DATA AND SOFTWARE AVAILABILITY

Germline predisposition variant list

The list of germline variants was obtained from (Reference Germline). While the details on how to obtain the final 1,461 germline variants are explained in detail in the manuscript, in brief the group first selected for cancer-relevant pathogenic variants, based on whether they were found in the curated cancer variant database or in the curated cancer predisposition gene list, and their associated ClinVar trait. This resulted in 1,678 variants for manual review using the Integrative Genomics Viewer (IGV). For candidate germline variants having the same genomic change as somatic mutations, we further filtered for the germline variants that may have originated from contaminated adjacent normal samples by eliminating variants called from adjacent normal, the VAF in normal < 30%, and co-localizing with any known somatic mutation.

Driver gene list

The list of driver genes was obtained from (Reference Driver genes). The details about how this list was created are further detailed in that manuscript, but in brief, the Driver AWG combined the predictions of 8 different tools comprising algorithms based on mutation frequency (MuSiC2(Dees et al., 2012) and MutSig2CV(Lawrence et al., 2014)), features (20/20 (Tokheim et al., 2016), CompositeDriver(in preparation) and OncodriveFML(Mularoni et al., 2016)), clustering (OncodriveCLUST(Tamborero et al., 2013)), and externally defined regions (e-Driver(Porta-Pardo and Godzik, 2014) and ActiveDriver(Reimand and Bader, 2013))

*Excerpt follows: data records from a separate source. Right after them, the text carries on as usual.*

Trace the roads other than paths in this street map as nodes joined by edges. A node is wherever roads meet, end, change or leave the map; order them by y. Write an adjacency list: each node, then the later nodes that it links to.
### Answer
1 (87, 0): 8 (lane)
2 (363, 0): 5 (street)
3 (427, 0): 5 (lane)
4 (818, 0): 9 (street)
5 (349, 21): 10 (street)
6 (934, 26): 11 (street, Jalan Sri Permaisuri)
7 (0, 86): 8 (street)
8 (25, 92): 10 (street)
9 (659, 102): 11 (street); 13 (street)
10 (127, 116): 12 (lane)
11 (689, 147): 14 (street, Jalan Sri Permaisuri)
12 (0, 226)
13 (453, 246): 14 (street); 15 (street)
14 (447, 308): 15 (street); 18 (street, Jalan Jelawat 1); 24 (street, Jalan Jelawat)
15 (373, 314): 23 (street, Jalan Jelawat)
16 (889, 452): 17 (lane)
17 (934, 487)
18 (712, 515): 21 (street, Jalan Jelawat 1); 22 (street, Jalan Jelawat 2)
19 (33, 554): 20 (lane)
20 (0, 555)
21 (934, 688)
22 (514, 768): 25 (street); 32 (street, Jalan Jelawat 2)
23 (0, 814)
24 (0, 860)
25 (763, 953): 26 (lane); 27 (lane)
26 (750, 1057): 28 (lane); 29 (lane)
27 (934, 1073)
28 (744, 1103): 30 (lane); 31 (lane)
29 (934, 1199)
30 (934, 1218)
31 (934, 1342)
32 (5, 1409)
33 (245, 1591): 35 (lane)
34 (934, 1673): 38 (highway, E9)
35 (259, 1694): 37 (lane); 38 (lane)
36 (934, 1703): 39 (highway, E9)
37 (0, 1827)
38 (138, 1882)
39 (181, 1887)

The preliminary total of 2,101 potential driver genes was identified by taking the union of genes predicted by the eight driver-gene discovery tools. They refined this list by calculating, for each gene predicted in each cancer type, a consensus score that compensated for outlier results and correlation among tools. The consensus score was defined as a weighted sum of the number of tools that predicted the gene to be a driver in each cancer type (see Gene Discovery Weighting Strategy). They required a minimum of two tools to agree, where both could not be outliers (score≥1.5).

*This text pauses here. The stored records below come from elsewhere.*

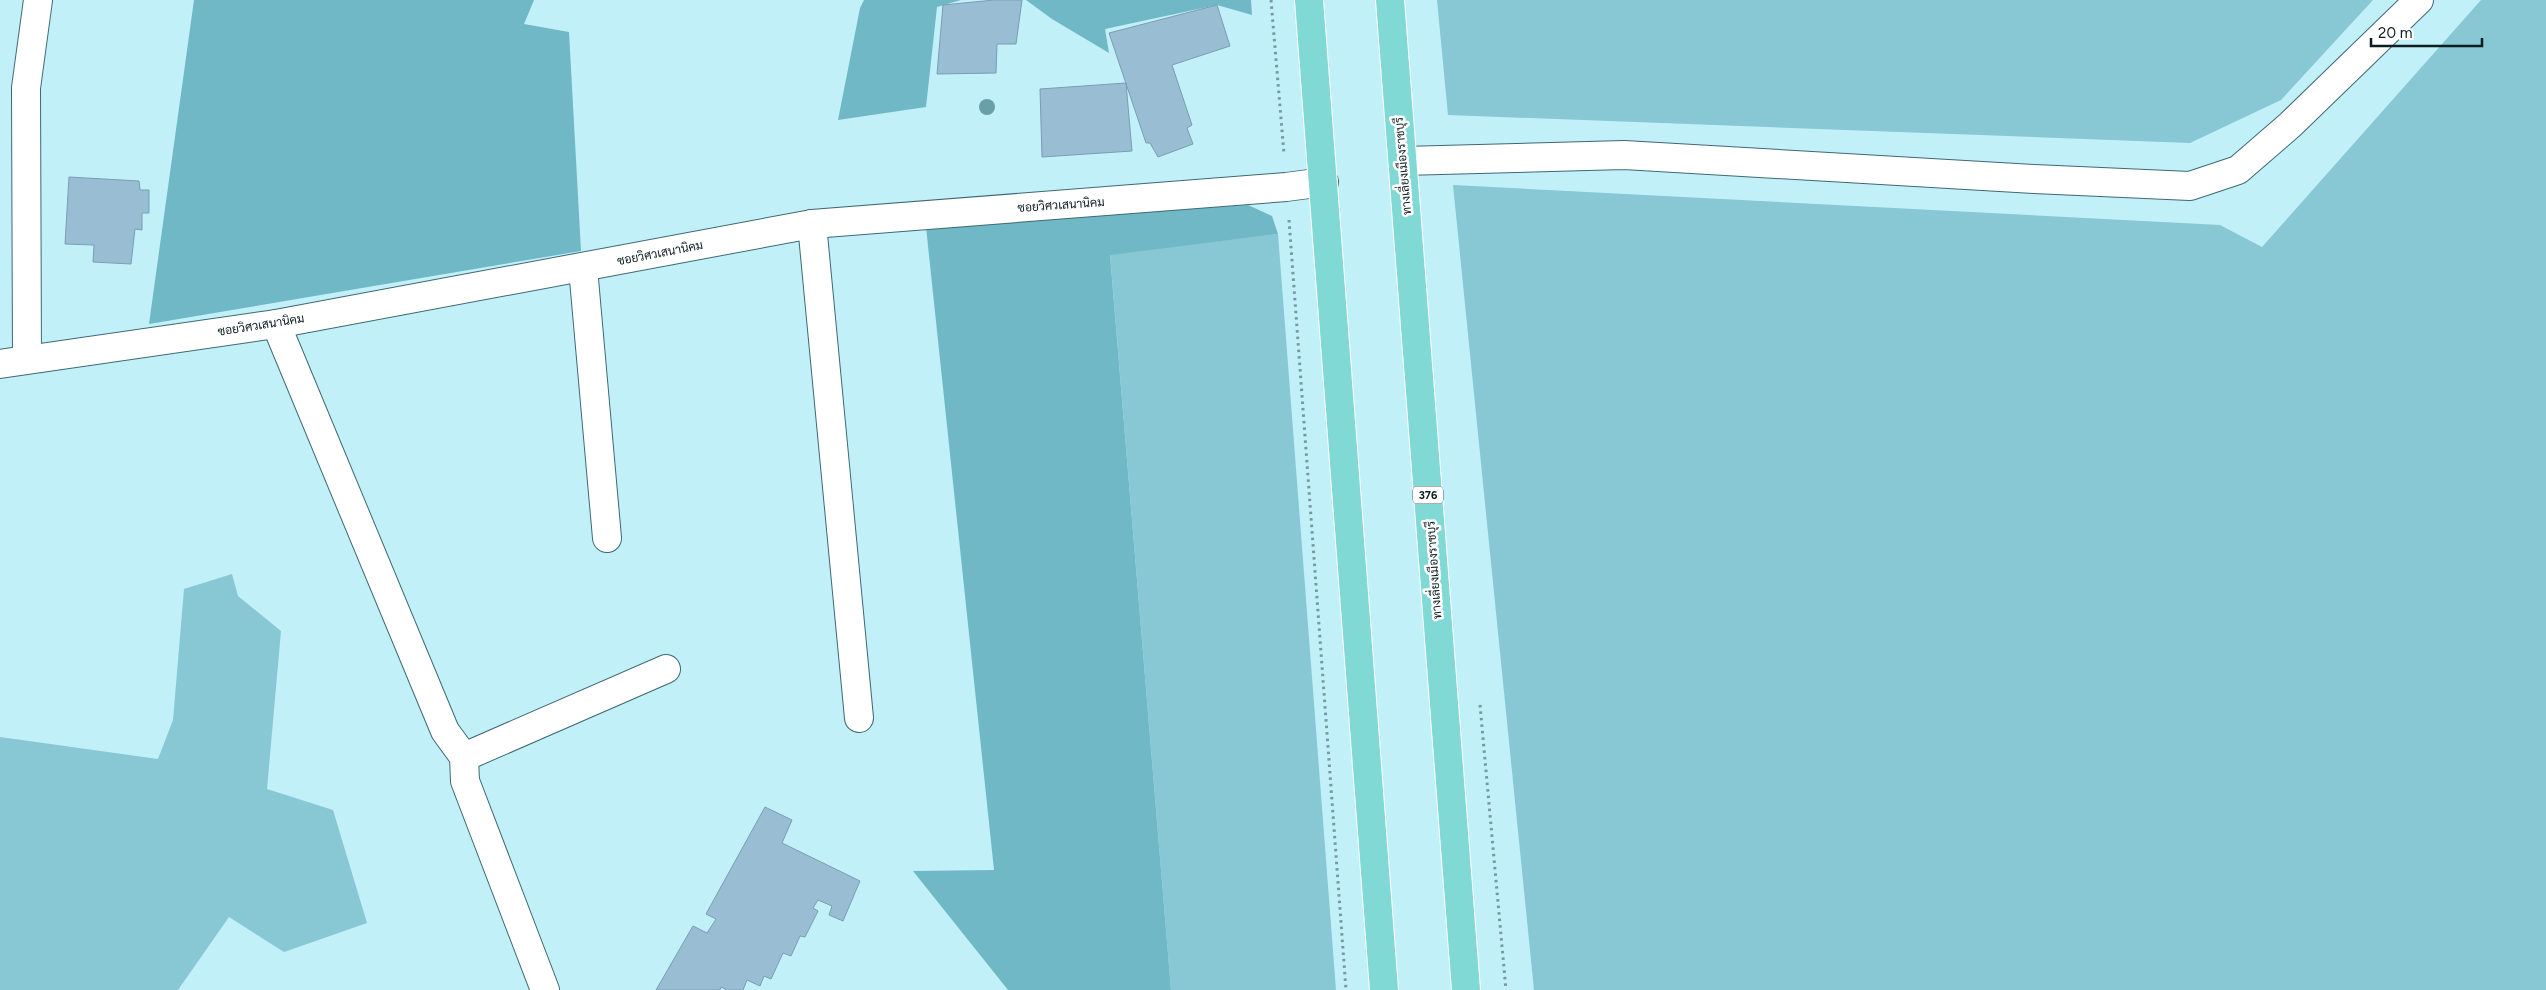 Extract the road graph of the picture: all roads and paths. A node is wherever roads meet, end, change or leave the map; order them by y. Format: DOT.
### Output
graph roads {
  1 [pos="38,0"];
  2 [pos="1272,0"];
  3 [pos="1309,0"];
  4 [pos="1390,0"];
  5 [pos="2419,0"];
  6 [pos="1284,158"];
  7 [pos="1403,160"];
  8 [pos="1324,182"];
  9 [pos="1288,210"];
  10 [pos="812,224"];
  11 [pos="583,268"];
  12 [pos="276,324"];
  13 [pos="27,359"];
  14 [pos="0,364"];
  15 [pos="607,538"];
  16 [pos="666,669"];
  17 [pos="858,718"];
  18 [pos="464,756"];
  19 [pos="545,990"];
  20 [pos="1346,990"];
  21 [pos="1384,990"];
  22 [pos="1466,990"];
  1 -- 13 [label="street"];
  2 -- 6 [label="path"];
  3 -- 8 [label="main road"];
  4 -- 7 [label="main road, ทางเลี่ยงเมืองราชบุรี / 376"];
  5 -- 7 [label="street"];
  7 -- 22 [label="main road, ทางเลี่ยงเมืองราชบุรี / 376"];
  8 -- 10 [label="street, ซอยวิศวเสนานิคม"];
  8 -- 21 [label="main road"];
  9 -- 20 [label="path"];
  10 -- 11 [label="street, ซอยวิศวเสนานิคม"];
  10 -- 17 [label="street"];
  11 -- 12 [label="street, ซอยวิศวเสนานิคม"];
  11 -- 15 [label="street"];
  12 -- 13 [label="street, ซอยวิศวเสนานิคม"];
  12 -- 18 [label="street"];
  13 -- 14 [label="street, ซอยวิศวเสนานิคม"];
  16 -- 18 [label="street"];
  18 -- 19 [label="street"];
}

To maximize the coverage of the analysis and ensure the accuracy of the final list, they reviewed previous findings in 31 individual cancer types and PanCancer-12 from TCGA. For cancer types not yet having a TCGA publication, they consulted with the relevant analysis working groups (LIHC, TGCT, UVM, SARC, PAAD, and THYM). They included in the final consensus list all those genes that were previously described as drivers by experts in the cancer-specific analysis of TCGA datasets and that were also identified by at least one of the eight algorithms, even if they did not meet the consensus score threshold (≥1.5). Then, to limit false positives in the expanded list, they applied linear discriminant analysis, removing 45 genes from the consensus we detected as likely false positives.

Finally, given the limitations of a systematic approach, they additionally manually rescued 41 genes based on supportive evidence from the following sources: hypermutator phenotype related genes (since they excluded hypermutated samples in our systematic discovery), established cancer genes from LAML because of low quality variant calling originating from tumor contamination of the normal samples, genes supported by omic network tools: OncoIMPACT (Bertrand et al., 2015) and DriverNet (Bashashati et al., 2012). Addition of genes to the final list was subjected to expert manual curation.

Cell of origin transcript data

The PanCancer Atlas Cell Origin manuscript provided us with cluster data for 3 additional substrates: methylation, mRNA, and RPPA (Table S9). This overview supports notion that cancers should be classified by their molecular characteristics and can effectly identify molecular subgroup patterns. Methylation data used unsupervised clustering of 10,814 tumors using Ward’s method to cluster the distance matrix computed with the Jaccard index. This resulted in 25 number of clusters. Unsupervised consensus clustering using Consensus Cluster Plus (Wilkerson and Hayes, 2010) was performed on RSEM (mRNA normalized expression) for 10,165 smamples and 15,363 genes and resulted in 43 clusters. And finally, reverse phase protein arrays (RPPA) was also clustered using Pearson’s correlation coefficient as the distance metric and Ward’s method as the linkage function, which resulted in 10 clusters.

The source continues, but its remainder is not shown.